WHAT THIS TASK INVOLVES
All of the data below should be output exactly as given.

[Named joint coordinates]
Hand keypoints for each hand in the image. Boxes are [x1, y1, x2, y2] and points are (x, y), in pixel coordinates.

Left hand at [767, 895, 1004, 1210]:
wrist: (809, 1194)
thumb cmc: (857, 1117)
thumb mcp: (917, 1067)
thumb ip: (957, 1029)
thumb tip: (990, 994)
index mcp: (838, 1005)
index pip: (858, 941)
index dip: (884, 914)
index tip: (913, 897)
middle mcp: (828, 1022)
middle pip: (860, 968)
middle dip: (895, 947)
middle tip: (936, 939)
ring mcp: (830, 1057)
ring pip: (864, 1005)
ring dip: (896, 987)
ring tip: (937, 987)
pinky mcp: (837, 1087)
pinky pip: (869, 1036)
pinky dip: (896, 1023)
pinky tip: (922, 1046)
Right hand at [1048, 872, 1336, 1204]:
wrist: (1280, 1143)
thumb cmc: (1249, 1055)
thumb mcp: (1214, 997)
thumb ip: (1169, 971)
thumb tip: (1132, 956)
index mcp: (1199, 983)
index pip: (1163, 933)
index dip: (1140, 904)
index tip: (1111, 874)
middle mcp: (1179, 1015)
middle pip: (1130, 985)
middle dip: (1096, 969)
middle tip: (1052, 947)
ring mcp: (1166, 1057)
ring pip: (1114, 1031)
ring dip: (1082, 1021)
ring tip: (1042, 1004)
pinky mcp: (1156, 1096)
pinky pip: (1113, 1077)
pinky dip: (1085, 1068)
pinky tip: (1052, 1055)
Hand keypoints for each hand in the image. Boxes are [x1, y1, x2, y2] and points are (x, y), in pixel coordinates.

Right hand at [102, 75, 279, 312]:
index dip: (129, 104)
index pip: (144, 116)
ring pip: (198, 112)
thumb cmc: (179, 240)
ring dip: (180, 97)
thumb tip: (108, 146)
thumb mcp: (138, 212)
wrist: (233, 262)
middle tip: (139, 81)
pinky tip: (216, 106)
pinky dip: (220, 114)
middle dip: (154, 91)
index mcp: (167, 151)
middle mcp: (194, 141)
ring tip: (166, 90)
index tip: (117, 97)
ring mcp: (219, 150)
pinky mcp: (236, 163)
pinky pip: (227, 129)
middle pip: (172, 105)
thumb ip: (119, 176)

SOLUTION TO THIS TASK
Hand keypoints for each hand in the image. Boxes are [x1, y1, x2, y2] and points are (x, y), in pixel coordinates.

Left hand at [767, 895, 1004, 1210]:
wrist: (809, 1194)
thumb cmc: (857, 1117)
thumb mcp: (917, 1067)
thumb ip: (957, 1029)
thumb tip: (990, 994)
index mcp: (838, 1005)
index pip: (858, 941)
index dip: (884, 914)
index tip: (913, 897)
middle mcp: (828, 1022)
middle pip: (860, 968)
middle dip: (895, 947)
middle tip: (936, 939)
ring mcp: (830, 1057)
ring pip: (864, 1005)
ring dip: (896, 987)
ring tip: (937, 987)
pinky mcp: (837, 1087)
pinky pip: (869, 1036)
pinky dip: (896, 1023)
pinky tip: (922, 1046)
Right hand at [1048, 872, 1336, 1204]:
wrist: (1280, 1143)
thumb cmc: (1249, 1055)
thumb mcp: (1214, 997)
thumb ip: (1169, 971)
thumb tip: (1132, 956)
index mcp: (1199, 983)
index pip: (1163, 933)
index dip: (1140, 904)
index tip: (1111, 874)
middle mcp: (1179, 1015)
middle pip: (1130, 985)
middle dip: (1096, 969)
middle tip: (1052, 947)
ring mcp: (1166, 1057)
ring pip: (1114, 1031)
ring dip: (1082, 1021)
ring tip: (1042, 1004)
pinky mcp: (1156, 1096)
pinky pip: (1113, 1077)
pinky dip: (1085, 1068)
pinky tip: (1052, 1055)
Hand keypoints for each hand in the image. Boxes are [x1, y1, x2, y2] and points are (x, y), in pixel coordinates.

Right hand at [102, 75, 279, 312]:
index dip: (129, 104)
index pip: (144, 116)
ring pip: (198, 112)
thumb cmc: (179, 240)
ring dip: (180, 97)
thumb tip: (108, 146)
thumb mcp: (138, 212)
wrist: (233, 262)
middle tip: (139, 81)
pinky tip: (216, 106)
pinky dip: (220, 114)
middle dip: (154, 91)
index mcp: (167, 151)
middle mcp: (194, 141)
ring tip: (166, 90)
index tip: (117, 97)
ring mcp: (219, 150)
pinky mcp: (236, 163)
pinky pip: (227, 129)
middle pip: (172, 105)
thumb ip: (119, 176)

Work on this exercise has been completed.